MATERIAL SUPPLIED
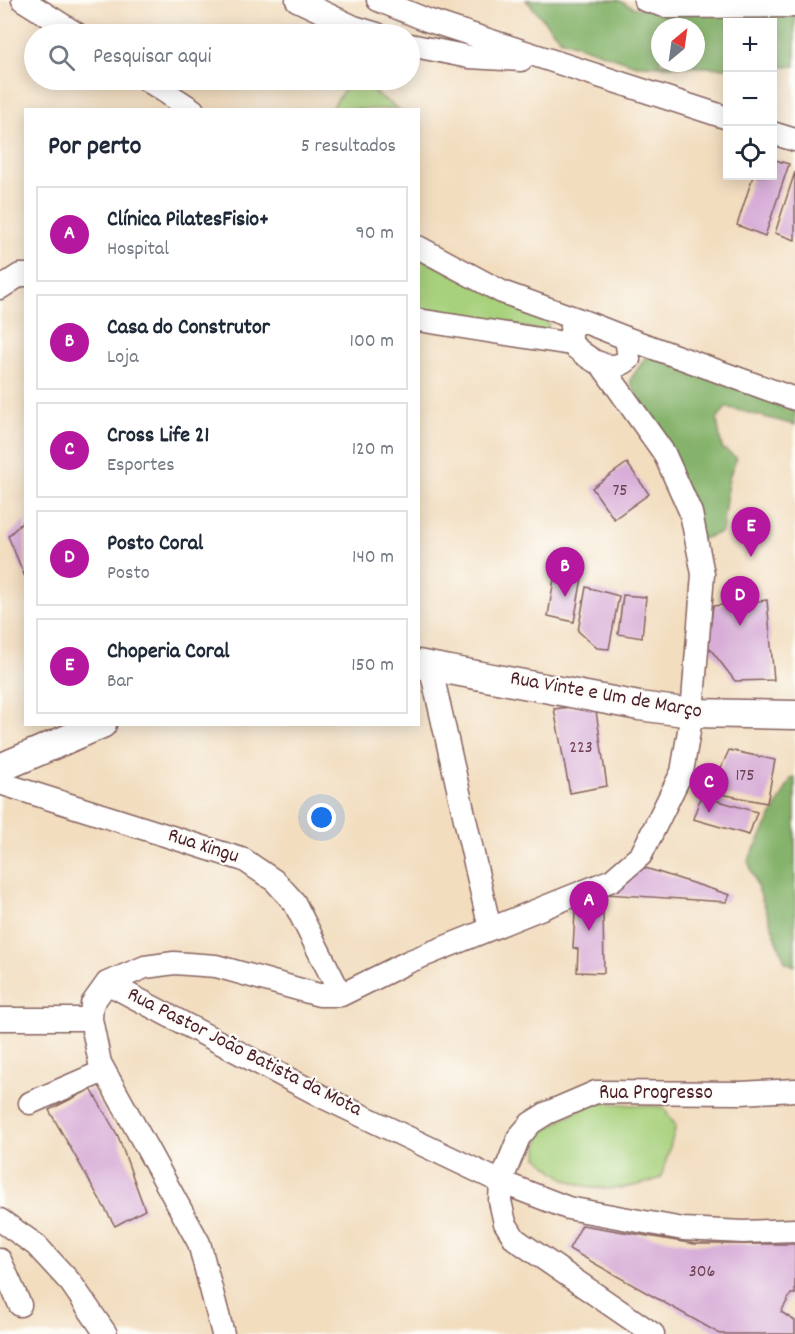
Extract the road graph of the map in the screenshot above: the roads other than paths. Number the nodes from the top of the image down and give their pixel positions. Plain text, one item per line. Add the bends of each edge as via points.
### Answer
1 (23, 0) edge
2 (297, 0) edge
3 (378, 0) edge
4 (645, 0) edge
5 (795, 6) edge
6 (61, 24) edge
7 (348, 24) edge
8 (420, 47) edge
9 (551, 62) junction
10 (162, 90) edge
11 (190, 108) edge
12 (723, 116) edge
13 (777, 135) edge
14 (795, 140) edge
15 (420, 248) edge
16 (24, 275) edge
17 (0, 288) edge
18 (420, 320) edge
19 (580, 320) junction
20 (626, 338) junction
21 (571, 344) junction
22 (600, 363) junction
23 (795, 399) edge
24 (424, 665) edge
25 (692, 713) junction
26 (795, 715) edge
27 (97, 726) edge
28 (0, 768) edge
29 (0, 783) edge
30 (490, 929) junction
31 (107, 982) junction
32 (341, 995) junction
33 (0, 1018) edge
34 (91, 1019) junction
35 (104, 1071) junction
36 (795, 1090) edge
37 (30, 1103) dead end
38 (501, 1182) junction
39 (0, 1220) edge
40 (795, 1230) edge
41 (0, 1260) edge
42 (20, 1305) dead end
43 (106, 1334) edge
44 (223, 1334) edge
45 (653, 1334) edge

1 - 6 street
2 - 7 street
3 - 9 street
4 - 5 street via 668,7
8 - 9 street via 469,57
9 - 12 street
10 - 11 street
13 - 14 street
15 - 19 street via 502,292
16 - 17 street
18 - 21 street
19 - 20 street
19 - 21 street via 571,330
20 - 22 street via 629,359 621,366
20 - 23 street
21 - 22 street
22 - 25 street via 664,453 691,513 703,574
24 - 25 main road, Rua Vinte e Um de Março
24 - 30 street
25 - 26 main road, Rua Vinte e Um de Março
25 - 30 street via 682,772 641,855 612,880
27 - 28 main road
29 - 32 street, Rua Xingu via 244,860 275,880 294,902
30 - 32 street via 408,962
31 - 32 street via 145,967 174,963 216,966 319,995
31 - 34 street, Rua Pastor João Batista da Mota via 92,1004
31 - 38 street, Rua Pastor João Batista da Mota via 325,1098
33 - 34 street
34 - 35 street
35 - 37 street
35 - 44 street via 199,1243
36 - 38 street, Rua Progresso via 741,1094 596,1092 569,1101 531,1123 519,1137
38 - 40 street, Rua Pastor João Batista da Mota via 568,1208 683,1229
38 - 45 street, Rua Progresso via 505,1223 515,1239
39 - 43 street via 36,1245 71,1284
41 - 42 street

YOUR OBJECTIVE
All lines that contain the word "dead" must be copied from the records above.

SOLUTION FOR THIS TASK
37 (30, 1103) dead end
42 (20, 1305) dead end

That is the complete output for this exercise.